Taobao’s influence goes beyond shopping. Alipay, the online payments system, has also made it easier for millions of Chinese to make payments over the internet. It boasts 500 million users worldwide, and has replaced PayPal as the world’s largest online payment company by registered users. In some Chinese cities people can use Alipay to pay their credit card and utility bills, says 21CN Business Herald.

Taobao is also one of China’s largest job creators. As of the end of last year, Taobao helped generate 1.82 million direct employment opportunities, mostly among young people opening up new online stores.

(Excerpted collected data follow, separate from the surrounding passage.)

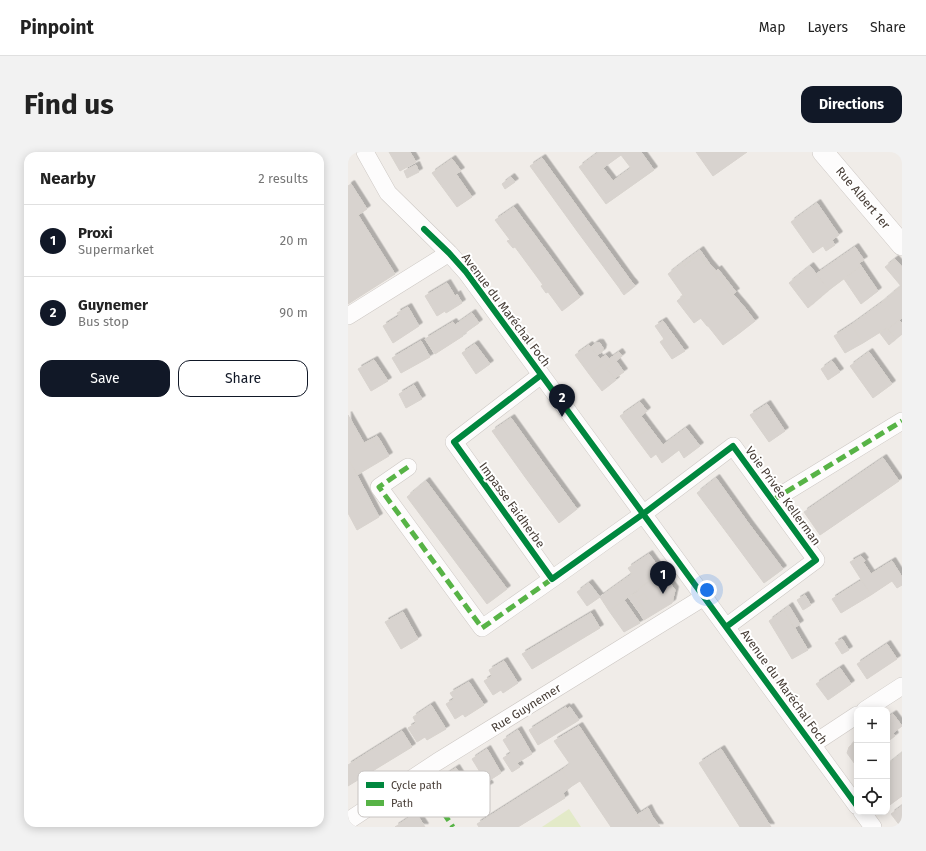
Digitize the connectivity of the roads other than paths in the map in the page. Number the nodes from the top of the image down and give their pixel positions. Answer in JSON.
{"nodes":[{"id":1,"x":365,"y":152,"type":"edge"},
{"id":2,"x":823,"y":152,"type":"edge"},
{"id":3,"x":902,"y":245,"type":"edge"},
{"id":4,"x":449,"y":253,"type":"junction"},
{"id":5,"x":348,"y":316,"type":"edge"},
{"id":6,"x":541,"y":375,"type":"junction"},
{"id":7,"x":902,"y":421,"type":"edge"},
{"id":8,"x":408,"y":467,"type":"dead end"},
{"id":9,"x":773,"y":500,"type":"junction"},
{"id":10,"x":643,"y":514,"type":"junction"},
{"id":11,"x":552,"y":579,"type":"junction"},
{"id":12,"x":704,"y":597,"type":"junction"},
{"id":13,"x":726,"y":627,"type":"junction"},
{"id":14,"x":902,"y":686,"type":"edge"},
{"id":15,"x":870,"y":707,"type":"edge"},
{"id":16,"x":854,"y":717,"type":"edge"},
{"id":17,"x":813,"y":744,"type":"junction"},
{"id":18,"x":423,"y":771,"type":"edge"},
{"id":19,"x":854,"y":802,"type":"edge"},
{"id":20,"x":358,"y":814,"type":"edge"},
{"id":21,"x":864,"y":815,"type":"edge"},
{"id":22,"x":348,"y":821,"type":"edge"},
{"id":23,"x":873,"y":827,"type":"edge"}],
"edges":[{"from":1,"to":4,"type":"street","name":"Avenue du Maréchal Foch"},
{"from":2,"to":3,"type":"street","name":"Rue Albert 1er"},
{"from":4,"to":5,"type":"street"},
{"from":4,"to":6,"type":"street","name":"Avenue du Maréchal Foch"},
{"from":6,"to":10,"type":"street","name":"Avenue du Maréchal Foch"},
{"from":6,"to":11,"type":"street","name":"Impasse Faidherbe"},
{"from":7,"to":9,"type":"street"},
{"from":8,"to":11,"type":"street"},
{"from":9,"to":10,"type":"street","name":"Voie Privée Kellerman"},
{"from":9,"to":13,"type":"street","name":"Voie Privée Kellerman"},
{"from":10,"to":11,"type":"street"},
{"from":10,"to":12,"type":"street","name":"Avenue du Maréchal Foch"},
{"from":12,"to":13,"type":"street","name":"Avenue du Maréchal Foch"},
{"from":12,"to":18,"type":"street","name":"Rue Guynemer"},
{"from":13,"to":17,"type":"street","name":"Avenue du Maréchal Foch"},
{"from":14,"to":15,"type":"street"},
{"from":16,"to":17,"type":"street"},
{"from":17,"to":19,"type":"street","name":"Avenue du Maréchal Foch"},
{"from":20,"to":22,"type":"street","name":"Rue Guynemer"},
{"from":21,"to":23,"type":"street"}]}
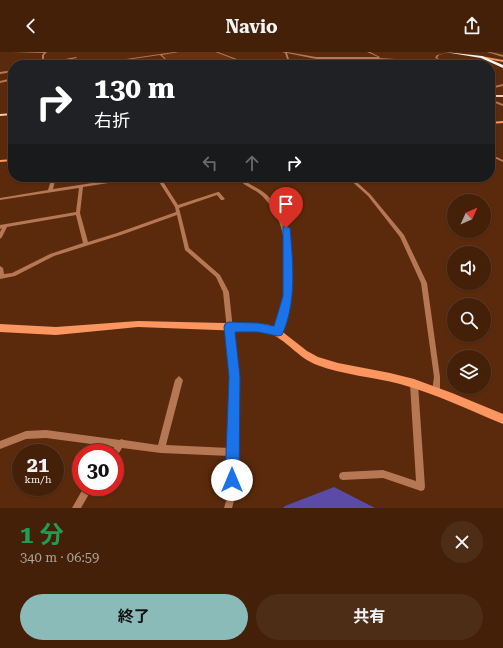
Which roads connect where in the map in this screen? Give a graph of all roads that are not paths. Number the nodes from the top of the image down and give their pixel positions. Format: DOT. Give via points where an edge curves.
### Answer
graph roads {
  1 [pos="13,52"];
  2 [pos="46,52"];
  3 [pos="178,52"];
  4 [pos="216,52"];
  5 [pos="285,52"];
  6 [pos="369,52"];
  7 [pos="449,52"];
  8 [pos="467,52"];
  9 [pos="470,52"];
  10 [pos="488,52"];
  11 [pos="161,55"];
  12 [pos="503,56"];
  13 [pos="76,58"];
  14 [pos="382,58"];
  15 [pos="482,58"];
  16 [pos="67,60"];
  17 [pos="114,60"];
  18 [pos="166,60"];
  19 [pos="239,60"];
  20 [pos="389,60"];
  21 [pos="409,60"];
  22 [pos="441,60"];
  23 [pos="486,60"];
  24 [pos="503,61"];
  25 [pos="503,85"];
  26 [pos="495,86"];
  27 [pos="53,182"];
  28 [pos="107,182"];
  29 [pos="161,182"];
  30 [pos="242,182"];
  31 [pos="356,182"];
  32 [pos="81,186"];
  33 [pos="50,191"];
  34 [pos="0,199"];
  35 [pos="223,199"];
  36 [pos="177,206"];
  37 [pos="78,213"];
  38 [pos="177,213"];
  39 [pos="2,226"];
  40 [pos="0,237"];
  41 [pos="86,244"];
  42 [pos="0,268"];
  43 [pos="1,277"];
  44 [pos="229,327"];
  45 [pos="0,328"];
  46 [pos="278,332"];
  47 [pos="179,380"];
  48 [pos="414,384"];
  49 [pos="436,391"];
  50 [pos="503,419"];
  51 [pos="121,443"];
  52 [pos="0,445"];
  53 [pos="160,449"];
  54 [pos="232,452"];
  55 [pos="344,476"];
  56 [pos="83,496"];
  57 [pos="76,508"];
  58 [pos="228,508"];
  1 -- 2 [label="street"];
  3 -- 11 [label="street"];
  4 -- 19 [label="street"];
  5 -- 14 [label="street" via="319,58"];
  6 -- 14 [label="street"];
  7 -- 15 [label="highway"];
  7 -- 22 [label="street" via="438,55 436,58"];
  8 -- 9 [label="street"];
  10 -- 12 [label="street"];
  11 -- 17 [label="street"];
  11 -- 18 [label="street"];
  13 -- 16 [label="street"];
  14 -- 20 [label="street"];
  14 -- 21 [label="street"];
  15 -- 23 [label="highway"];
  15 -- 24 [label="street"];
  25 -- 26 [label="street"];
  27 -- 33 [label="street"];
  28 -- 32 [label="street"];
  29 -- 36 [label="street"];
  30 -- 46 [label="street" via="254,187 266,197 281,216 286,228 288,296"];
  31 -- 49 [label="street" via="402,236 424,283 438,377"];
  32 -- 33 [label="street"];
  32 -- 37 [label="street"];
  33 -- 34 [label="street"];
  35 -- 36 [label="street" via="218,193"];
  36 -- 38 [label="street"];
  37 -- 39 [label="street"];
  37 -- 41 [label="street"];
  38 -- 41 [label="street"];
  38 -- 44 [label="street" via="187,249 220,278 226,292"];
  39 -- 40 [label="street"];
  41 -- 43 [label="street" via="52,255 13,276"];
  42 -- 43 [label="street"];
  44 -- 45 [label="street" via="138,324 56,331"];
  44 -- 46 [label="street" via="258,327"];
  44 -- 54 [label="street" via="235,377"];
  46 -- 48 [label="street" via="316,361"];
  47 -- 53 [label="street"];
  48 -- 49 [label="street"];
  48 -- 55 [label="street" via="422,487 383,474"];
  49 -- 50 [label="street"];
  51 -- 52 [label="street" via="46,434 26,435"];
  51 -- 53 [label="street"];
  53 -- 54 [label="street"];
  54 -- 58 [label="street" via="232,494"];
  56 -- 57 [label="street"];
}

And for every direct job opportunity created on Taobao, 2.85 indirect jobs in related industries such as storage and logistics were also created, according to research by IDC.

That probably shouldn’t come as a surprise, given that purchases on Taobao now make up more than 70% of domestic couriers’ daily deliveries. The trend has led United Parcel Service, the US package delivery company, to move ahead with plans to establish a domestic service in China to tap the country’s booming e-commerce market, says Beijing Business Today.

Fed up with the country’s logistics system, Ma also announced last month that Alibaba Group is investing as much as $4.6 billion to build its own network of warehouses across the country so that “in 10 years, we hope that anywhere in China you can buy a product online, and, at the slowest, it will get to your home in eight hours”.

Alibaba plans to develop around 20 distribution centres close to major population centres like Beijing and Tianjin, the Yangtze River Delta in east China and the Pearl River Delta in the south. It plans to start out with floor space the size of 560 football fields, servicing everyone from logistics partners to Taobao sellers and other business-to-consumer websites, says Century Weekly.

Industry observers are supportive of the investment as local logistics companies are generally underdeveloped and lack the capacity to cope with the fast growth in e-commerce sales. Customers complain frequently about delays and patchy quality in delivery.

“Creating a network of warehouse facilities is a key tactic in our strategy to resolve the bottleneck facing the logistics industry in China,” says Zhang Wei, a senior vice-president at the Alibaba Group.

What’s next?

Though it’s hard to imagine many challengers seriously encroaching on Taobao’s market in the near term, analysts do expect competition to intensify in future.

Tencent, China’s largest internet company by registered users, is working to expand Paipai, its e-commerce arm, and Taobao will also have to fend off group-purchasing sites like Groupon, because they are competing for many of the same advertisers (see WiC83).

There’s also the problem of Taobao Mall, the company’s business-to-consumer platform. While Taobao enjoys a virtual monopoly in the consumer-to-consumer market, its business-to-consumer arm hasn’t had quite the same success. A third of the B2C category counts as a weak performance by Taobao dominant standards.

That could spell trouble. Baidu, the country’s leading search engine, launched a business-to-consumer website in October together with Rakuten, Japan’s largest online shopping mall operator. In response Ma recently spent $30 million on an advertising campaign to attract more users, and created a new domain for Taobao Mall (TMall.com) to better differentiate the brand.

But currently, the biggest question about Taobao is how much profit it is making. The company is not publicly traded and therefore does not disclose financial information. As mentioned, almost all of Taobao’s Rmb40 billion in revenue comes from advertising (and not in commissions on the massive Rmb600 billion sales turnover on the site). Taobao says the advertising revenue is covering virtually all its operational costs.

Still, shareholders will be optimistic of stronger performance ahead and speculation is growing that the company may be thinking about an initial public offering. Taobao’s chief financial officer Daniel Zhang shot down rumours on the topic recently but industry observers anticipate a 2011 IPO would value Taobao at $20 billion. Yahoo will be rubbing its hands at the prospect (it owns 40% of Alibaba Group, see WiC79). Other potential investors will be hoping Taobao’s phenomenal growth can continue.